Голос нового поэта – это песня и свист. Не изящная звукопись, а неблагозвучные «эр, ша, ща» – вот его «хорошие буквы». Его музыка – это невообразимое совмещение рояля и барабана, и обязательно, «чтоб грохот был, чтоб гром». Арена нового искусства – улица. На улицу нужно тащить рояли и барабаны, на улицу призваны идти «футуристы, барабанщики и поэты». Это стихотворение – декларация нового искусства, искусства деятельного, преобразующего, боевого, воюющего за новый мир, за сердца и души.
В стихотворении «Приказ №2 по армии искусства»
поэт призывает:
Товарищи,
Дайте новое искусство –
Такое,
Чтоб выволочь республику из грязи.
Песня должна запустить шахты, вывести пароходы из доков, дать «уголь с Дону», «нефть из Баку». Может ли искусство решать такие прикладные задачи? С точки зрения Маяковского, может и должно. Но для этого оно должно стать лозунгом, плакатом, сменить философский пафос на агитационный. Для него поэзия – это род оружия.
Поэтическое слово должно не только донести до читателя мысль, взволновать его, но и побудить к немедленному действию, смысл и суть которого – построение нового мира. Поэзия оказывается оружием в великой войне прошлого и будущего.

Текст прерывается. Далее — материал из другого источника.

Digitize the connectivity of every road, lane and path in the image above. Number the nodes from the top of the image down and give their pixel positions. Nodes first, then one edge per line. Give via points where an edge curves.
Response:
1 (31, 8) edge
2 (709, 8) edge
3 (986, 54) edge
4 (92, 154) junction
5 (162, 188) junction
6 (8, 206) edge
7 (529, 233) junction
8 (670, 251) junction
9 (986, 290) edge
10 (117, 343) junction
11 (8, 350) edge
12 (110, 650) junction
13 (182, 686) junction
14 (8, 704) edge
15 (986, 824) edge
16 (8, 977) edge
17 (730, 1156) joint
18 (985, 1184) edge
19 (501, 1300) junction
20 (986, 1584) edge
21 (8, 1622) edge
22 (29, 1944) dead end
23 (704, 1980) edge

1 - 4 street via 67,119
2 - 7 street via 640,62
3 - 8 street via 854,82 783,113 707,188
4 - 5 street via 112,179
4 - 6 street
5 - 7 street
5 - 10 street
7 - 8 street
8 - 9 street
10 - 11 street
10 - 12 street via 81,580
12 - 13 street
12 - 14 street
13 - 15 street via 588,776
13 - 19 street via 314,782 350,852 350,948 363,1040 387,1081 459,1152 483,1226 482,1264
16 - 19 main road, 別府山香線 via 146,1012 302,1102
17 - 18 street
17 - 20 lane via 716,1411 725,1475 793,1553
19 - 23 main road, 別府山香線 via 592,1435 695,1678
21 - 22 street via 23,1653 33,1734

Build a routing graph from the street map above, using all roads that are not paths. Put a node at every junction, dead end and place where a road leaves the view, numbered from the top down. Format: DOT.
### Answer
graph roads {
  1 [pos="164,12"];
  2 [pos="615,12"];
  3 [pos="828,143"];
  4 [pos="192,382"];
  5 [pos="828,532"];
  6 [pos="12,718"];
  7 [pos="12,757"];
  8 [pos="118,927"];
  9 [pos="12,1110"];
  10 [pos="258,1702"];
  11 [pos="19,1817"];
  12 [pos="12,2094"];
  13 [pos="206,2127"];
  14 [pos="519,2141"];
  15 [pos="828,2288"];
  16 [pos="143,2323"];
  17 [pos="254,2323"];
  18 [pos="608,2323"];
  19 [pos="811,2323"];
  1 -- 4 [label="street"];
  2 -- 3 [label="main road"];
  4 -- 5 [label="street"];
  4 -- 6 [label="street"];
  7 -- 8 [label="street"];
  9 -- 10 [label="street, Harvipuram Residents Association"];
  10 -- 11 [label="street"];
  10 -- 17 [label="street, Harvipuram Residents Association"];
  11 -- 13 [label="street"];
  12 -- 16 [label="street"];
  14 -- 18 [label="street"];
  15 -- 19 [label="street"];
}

Эта же образная система и в более позднем стихотворении «Разговор с фининспектором о поэзии»
. Стих – это бомба, кнут, знамя, пороховая бочка, которая должна взорвать старый мир. Поэт – это рабочий, труженик, а не избранник и не жрец, он должен делать самую трудную работу ради настоящего и будущего.
Не об этом ли говорит Маяковский в оставшемся незавершенным вступлении к поэме «Во весь голос»
(1930)?
Стихи – это «старое, но грозное оружие». Поэт – «ассенизатор и водовоз, революцией мобилизованный и призванный». Его стих придет в будущее как «в наши дни вошел водопровод, сработанный еще рабами Рима».
Показательна образная система этого стихотворения – «ассенизатор», «водовоз», «водопровод». Для всех этих слов есть общая смысловая категория – «очищать». Поэт – это тот, кто очищает авгиевы конюшни мира от грязи.
Есть единственное, пожалуй, существенное отличие в интерпретации темы поэта и поэзии в стихотворениях 1918-1921 годов от более поздних. Ранние стихи оптимистичны. Лозунги, призывы, бодрость голоса и духа, угроза по отношению к «несогласным» – вот их эмоциональный фон. В более поздних стихах появляется нота горечи. Оказывается, что поэзия –«пресволочнейшая штуковина», что поэтическое сердце острее переживает боль непонимания и неудач, что приходится «себя смирять, становясь на горло собственной песне». Смирять, чтобы лирическая нота не вырвалась из сердца, которое осталось все таким же ранимым и нежным, как и 15-20 лет назад. И все-таки поэту не кажется чрезмерной цена, которую он платит за то, чтобы быть нужным «своей стране», быть на переднем крае битвы за новую жизни.
Но это – поэтическая декларация. В жизни все было трагичнее и страшнее. В жизни приходилось, особенно в последние годы, доказывать свое право называться поэтом революции, в жизни приходилось становиться не только на горло собственной песне, но и собственным убеждениям – например, вступать в РАПП, с писателями которого у него не было ничего общего. В жизни приходилось смириться с тем, что никто не пришел на его выставку, посвященную 20-летию творческой деятельности.
Кто знает, может, именно эти трагические противоречия он и разрешил выстрелом в сердце –ту самую «бабочку поэтиного сердца», о которой он говорил еще совсем молодым?..
Его слово действительно полководец человечьей силы. Его голос – голос эпохи.